## Your goal
Go through the records and report each line holding the string "Berg".

## The data
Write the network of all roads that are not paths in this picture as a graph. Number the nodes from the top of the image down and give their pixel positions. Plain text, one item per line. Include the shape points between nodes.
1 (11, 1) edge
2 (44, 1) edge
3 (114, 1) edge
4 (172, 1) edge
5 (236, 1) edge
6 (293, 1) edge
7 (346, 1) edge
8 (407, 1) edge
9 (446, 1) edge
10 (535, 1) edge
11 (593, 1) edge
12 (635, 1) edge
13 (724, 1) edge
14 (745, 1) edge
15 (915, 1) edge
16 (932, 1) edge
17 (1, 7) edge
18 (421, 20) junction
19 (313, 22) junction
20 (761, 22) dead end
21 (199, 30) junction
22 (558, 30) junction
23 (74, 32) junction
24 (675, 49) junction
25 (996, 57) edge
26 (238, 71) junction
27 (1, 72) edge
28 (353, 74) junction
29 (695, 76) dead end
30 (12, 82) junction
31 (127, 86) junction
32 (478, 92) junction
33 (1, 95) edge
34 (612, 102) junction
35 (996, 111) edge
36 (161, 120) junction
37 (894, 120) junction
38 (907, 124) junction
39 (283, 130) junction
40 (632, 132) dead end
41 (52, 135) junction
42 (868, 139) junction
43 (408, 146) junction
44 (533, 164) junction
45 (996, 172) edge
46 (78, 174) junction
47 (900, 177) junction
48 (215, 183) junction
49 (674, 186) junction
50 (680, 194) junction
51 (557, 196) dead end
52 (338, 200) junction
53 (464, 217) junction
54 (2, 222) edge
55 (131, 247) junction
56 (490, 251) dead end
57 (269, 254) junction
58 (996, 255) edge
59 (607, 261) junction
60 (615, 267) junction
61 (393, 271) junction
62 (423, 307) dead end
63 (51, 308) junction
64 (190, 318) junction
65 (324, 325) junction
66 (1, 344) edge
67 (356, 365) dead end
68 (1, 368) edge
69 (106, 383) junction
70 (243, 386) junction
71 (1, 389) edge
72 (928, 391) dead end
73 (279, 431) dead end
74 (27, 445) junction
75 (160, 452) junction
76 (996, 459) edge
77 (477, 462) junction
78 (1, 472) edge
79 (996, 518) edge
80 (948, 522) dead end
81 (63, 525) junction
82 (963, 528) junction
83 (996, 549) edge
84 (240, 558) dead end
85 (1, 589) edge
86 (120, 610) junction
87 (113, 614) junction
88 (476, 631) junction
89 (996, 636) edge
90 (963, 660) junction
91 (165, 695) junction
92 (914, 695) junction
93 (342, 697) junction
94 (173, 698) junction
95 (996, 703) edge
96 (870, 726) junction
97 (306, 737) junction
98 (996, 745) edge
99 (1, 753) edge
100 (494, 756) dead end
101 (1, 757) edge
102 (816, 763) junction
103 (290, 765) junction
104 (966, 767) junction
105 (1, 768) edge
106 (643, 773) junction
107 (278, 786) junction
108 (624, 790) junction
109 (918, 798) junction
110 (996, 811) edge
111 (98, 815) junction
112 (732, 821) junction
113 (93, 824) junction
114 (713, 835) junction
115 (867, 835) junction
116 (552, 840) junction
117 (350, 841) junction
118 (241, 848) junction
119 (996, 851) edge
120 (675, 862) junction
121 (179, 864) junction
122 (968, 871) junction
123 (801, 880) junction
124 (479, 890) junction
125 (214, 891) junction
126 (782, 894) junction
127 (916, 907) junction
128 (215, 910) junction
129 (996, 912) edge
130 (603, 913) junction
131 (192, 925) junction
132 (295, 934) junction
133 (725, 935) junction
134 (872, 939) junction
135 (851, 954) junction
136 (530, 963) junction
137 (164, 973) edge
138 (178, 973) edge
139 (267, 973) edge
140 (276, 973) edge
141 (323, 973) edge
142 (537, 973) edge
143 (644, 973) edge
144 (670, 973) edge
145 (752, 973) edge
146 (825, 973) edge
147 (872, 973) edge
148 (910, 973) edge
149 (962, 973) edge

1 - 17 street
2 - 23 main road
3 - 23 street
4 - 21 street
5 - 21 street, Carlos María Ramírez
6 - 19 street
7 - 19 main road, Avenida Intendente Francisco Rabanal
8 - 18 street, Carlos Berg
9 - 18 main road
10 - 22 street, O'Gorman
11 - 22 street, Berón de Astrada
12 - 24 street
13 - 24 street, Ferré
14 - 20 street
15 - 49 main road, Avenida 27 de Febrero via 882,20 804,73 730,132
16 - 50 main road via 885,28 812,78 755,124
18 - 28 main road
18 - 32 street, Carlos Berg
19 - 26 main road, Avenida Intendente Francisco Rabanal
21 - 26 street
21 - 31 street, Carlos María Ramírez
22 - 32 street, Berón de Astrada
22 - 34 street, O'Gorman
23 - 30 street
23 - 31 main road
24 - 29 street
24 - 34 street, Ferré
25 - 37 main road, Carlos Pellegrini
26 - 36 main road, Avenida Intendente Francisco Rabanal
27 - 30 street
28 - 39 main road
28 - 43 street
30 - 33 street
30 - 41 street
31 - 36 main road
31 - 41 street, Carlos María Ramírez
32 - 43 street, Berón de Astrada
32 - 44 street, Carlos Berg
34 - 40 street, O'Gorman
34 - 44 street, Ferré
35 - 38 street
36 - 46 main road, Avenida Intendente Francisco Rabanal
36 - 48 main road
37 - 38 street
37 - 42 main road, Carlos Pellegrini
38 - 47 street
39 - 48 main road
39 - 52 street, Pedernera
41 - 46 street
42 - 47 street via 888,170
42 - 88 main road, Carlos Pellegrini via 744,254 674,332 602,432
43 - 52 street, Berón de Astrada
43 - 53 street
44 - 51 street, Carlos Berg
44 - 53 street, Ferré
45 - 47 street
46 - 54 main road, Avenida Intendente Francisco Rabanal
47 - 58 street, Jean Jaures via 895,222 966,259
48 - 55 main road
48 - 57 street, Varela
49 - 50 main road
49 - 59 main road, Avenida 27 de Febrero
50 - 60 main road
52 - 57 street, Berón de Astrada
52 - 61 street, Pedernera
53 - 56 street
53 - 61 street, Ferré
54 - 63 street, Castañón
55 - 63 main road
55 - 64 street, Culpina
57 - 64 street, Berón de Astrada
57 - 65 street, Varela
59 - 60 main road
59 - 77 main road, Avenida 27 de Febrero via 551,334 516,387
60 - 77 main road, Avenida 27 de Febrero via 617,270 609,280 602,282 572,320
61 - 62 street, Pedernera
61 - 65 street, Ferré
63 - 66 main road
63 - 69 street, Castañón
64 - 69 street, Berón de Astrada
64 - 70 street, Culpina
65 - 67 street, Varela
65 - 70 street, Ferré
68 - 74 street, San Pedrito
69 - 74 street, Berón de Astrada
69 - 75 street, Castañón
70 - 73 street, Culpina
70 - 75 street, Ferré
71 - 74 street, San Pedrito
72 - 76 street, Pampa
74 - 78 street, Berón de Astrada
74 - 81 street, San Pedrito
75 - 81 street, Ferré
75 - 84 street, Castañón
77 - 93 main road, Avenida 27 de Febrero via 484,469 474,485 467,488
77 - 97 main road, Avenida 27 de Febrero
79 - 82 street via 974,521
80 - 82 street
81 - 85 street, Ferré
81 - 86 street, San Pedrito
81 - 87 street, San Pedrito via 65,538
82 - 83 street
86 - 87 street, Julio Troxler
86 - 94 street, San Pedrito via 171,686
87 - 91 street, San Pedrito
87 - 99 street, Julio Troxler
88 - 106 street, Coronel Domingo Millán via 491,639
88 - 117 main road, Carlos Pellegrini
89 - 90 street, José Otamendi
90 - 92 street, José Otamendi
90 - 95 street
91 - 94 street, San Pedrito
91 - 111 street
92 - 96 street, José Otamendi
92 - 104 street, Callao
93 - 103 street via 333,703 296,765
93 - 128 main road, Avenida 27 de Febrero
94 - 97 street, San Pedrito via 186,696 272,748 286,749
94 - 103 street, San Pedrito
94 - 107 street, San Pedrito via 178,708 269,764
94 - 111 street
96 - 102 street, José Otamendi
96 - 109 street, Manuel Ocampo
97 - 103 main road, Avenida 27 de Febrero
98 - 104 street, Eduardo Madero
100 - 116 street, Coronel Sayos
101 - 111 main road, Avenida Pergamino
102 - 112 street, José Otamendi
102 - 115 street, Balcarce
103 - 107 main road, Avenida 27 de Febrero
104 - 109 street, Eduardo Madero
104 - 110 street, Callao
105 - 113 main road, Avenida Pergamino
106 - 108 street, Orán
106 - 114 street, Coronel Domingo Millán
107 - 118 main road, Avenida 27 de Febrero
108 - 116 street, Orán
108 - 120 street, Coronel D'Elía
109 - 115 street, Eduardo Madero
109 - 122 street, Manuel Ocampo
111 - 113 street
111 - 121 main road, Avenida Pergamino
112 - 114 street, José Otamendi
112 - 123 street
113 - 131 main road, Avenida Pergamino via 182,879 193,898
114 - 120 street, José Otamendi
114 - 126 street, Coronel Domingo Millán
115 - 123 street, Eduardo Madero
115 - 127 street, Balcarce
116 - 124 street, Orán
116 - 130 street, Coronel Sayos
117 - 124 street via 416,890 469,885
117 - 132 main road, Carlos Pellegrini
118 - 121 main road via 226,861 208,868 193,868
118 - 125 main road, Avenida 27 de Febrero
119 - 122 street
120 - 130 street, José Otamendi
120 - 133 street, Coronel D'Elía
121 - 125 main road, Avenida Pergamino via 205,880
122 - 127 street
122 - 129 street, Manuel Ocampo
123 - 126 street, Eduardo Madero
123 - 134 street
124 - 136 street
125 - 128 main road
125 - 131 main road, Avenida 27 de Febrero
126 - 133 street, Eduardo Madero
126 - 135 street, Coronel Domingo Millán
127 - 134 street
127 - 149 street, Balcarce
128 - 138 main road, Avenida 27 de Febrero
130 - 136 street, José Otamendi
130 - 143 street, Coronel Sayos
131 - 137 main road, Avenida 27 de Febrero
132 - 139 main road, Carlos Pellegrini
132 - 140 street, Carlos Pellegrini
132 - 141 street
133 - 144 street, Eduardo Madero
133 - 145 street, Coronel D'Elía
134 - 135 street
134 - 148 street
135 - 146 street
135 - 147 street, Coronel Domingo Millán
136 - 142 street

## Expected answer
8 - 18 street, Carlos Berg
18 - 32 street, Carlos Berg
32 - 44 street, Carlos Berg
44 - 51 street, Carlos Berg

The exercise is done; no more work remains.